Legal Due Diligence is considered as a process of investigation in Commercial, Industrial, health and safety, Employment, Intellectual property, and Information technology sectors. The scope of Due Diligence includes the review and study of legal and commercial documents that the targeted entity possesses. The volume of documents will vary depending on the type and sector of business of the targeted company.
Our services on Due diligence involves conducting careful and thorough research into business decisions before acting. Typically, due diligence involves assessing historic financial information, as well as determining whether a company or entity has presented accurate information on working capital and cash flow.
The following are example of the documents should be reviewed generally when conducting due diligence for Mergers & Acquisitions.

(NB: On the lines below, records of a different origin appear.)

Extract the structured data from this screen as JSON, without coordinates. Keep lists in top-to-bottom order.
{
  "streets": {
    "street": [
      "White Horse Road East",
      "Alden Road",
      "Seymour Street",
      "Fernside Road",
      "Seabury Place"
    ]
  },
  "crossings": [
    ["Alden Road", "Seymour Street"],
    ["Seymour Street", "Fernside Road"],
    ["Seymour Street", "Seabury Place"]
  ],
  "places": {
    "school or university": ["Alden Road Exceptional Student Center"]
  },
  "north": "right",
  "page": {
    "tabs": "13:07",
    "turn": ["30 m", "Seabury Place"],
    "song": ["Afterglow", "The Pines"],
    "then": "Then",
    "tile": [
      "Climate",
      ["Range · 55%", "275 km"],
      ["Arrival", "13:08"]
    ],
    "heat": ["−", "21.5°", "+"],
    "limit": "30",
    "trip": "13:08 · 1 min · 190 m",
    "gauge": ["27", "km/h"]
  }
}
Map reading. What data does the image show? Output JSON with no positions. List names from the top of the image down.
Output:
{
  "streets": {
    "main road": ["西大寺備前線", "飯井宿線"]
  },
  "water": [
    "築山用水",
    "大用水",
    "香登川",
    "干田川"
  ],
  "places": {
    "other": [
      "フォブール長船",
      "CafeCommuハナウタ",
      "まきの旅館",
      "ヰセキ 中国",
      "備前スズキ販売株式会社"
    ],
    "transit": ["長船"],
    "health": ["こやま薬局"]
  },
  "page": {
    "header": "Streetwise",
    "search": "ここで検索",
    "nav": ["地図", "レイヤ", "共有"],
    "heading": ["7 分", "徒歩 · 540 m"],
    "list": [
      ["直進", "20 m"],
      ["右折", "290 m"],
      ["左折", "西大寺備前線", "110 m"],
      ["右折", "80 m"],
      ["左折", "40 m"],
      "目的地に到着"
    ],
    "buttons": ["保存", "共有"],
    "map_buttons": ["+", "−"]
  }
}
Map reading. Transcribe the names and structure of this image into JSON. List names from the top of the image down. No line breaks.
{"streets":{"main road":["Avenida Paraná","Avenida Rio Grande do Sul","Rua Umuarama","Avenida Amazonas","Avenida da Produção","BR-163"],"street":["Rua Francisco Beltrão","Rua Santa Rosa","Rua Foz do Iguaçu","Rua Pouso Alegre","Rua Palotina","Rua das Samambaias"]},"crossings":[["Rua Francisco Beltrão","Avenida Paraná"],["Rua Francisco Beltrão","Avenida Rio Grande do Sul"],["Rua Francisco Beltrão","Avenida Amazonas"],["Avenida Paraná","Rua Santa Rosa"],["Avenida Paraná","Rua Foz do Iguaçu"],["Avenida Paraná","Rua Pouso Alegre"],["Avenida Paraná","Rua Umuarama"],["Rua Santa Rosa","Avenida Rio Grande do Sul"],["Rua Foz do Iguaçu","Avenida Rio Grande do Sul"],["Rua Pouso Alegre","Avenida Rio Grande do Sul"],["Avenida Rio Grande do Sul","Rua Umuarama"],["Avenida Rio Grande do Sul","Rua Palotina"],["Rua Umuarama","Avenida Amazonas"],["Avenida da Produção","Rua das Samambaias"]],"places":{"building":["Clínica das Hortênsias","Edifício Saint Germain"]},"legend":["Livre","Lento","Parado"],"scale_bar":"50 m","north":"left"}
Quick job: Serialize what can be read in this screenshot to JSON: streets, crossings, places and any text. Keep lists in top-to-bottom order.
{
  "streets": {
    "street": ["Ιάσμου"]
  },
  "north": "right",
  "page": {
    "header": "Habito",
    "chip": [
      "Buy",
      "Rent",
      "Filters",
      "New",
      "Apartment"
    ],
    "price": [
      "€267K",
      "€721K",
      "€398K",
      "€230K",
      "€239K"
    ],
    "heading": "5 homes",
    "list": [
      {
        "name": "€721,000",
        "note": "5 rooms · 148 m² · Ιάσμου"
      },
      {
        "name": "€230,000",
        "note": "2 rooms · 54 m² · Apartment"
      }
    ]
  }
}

- Shareholders information including the shares and related details.
- Corporate certifications and legal structure of the company including branches if any.
- Company memorandum and bylaws
- Contracts and Agreements of senior officers.
- Assets owned by the company in any format.
- Existing Legal proceedings by or against the company.
- Major Agreements, Contracts and Tenders.
- Official company’s documents such as the licenses and CR.
The requirements of legal due diligence vary for different business decisions, and we can help corporations to fulfill their due diligence requirements in a variety of business transactions including, but not limited to, mergers and acquisitions and real estate matters.
A due diligence team may include multi professionals involving financial and technical experts other than the Legal professionals and which may be vary according to the requirements. We provide services to the clients and assist them in the whole process of Due Diligence.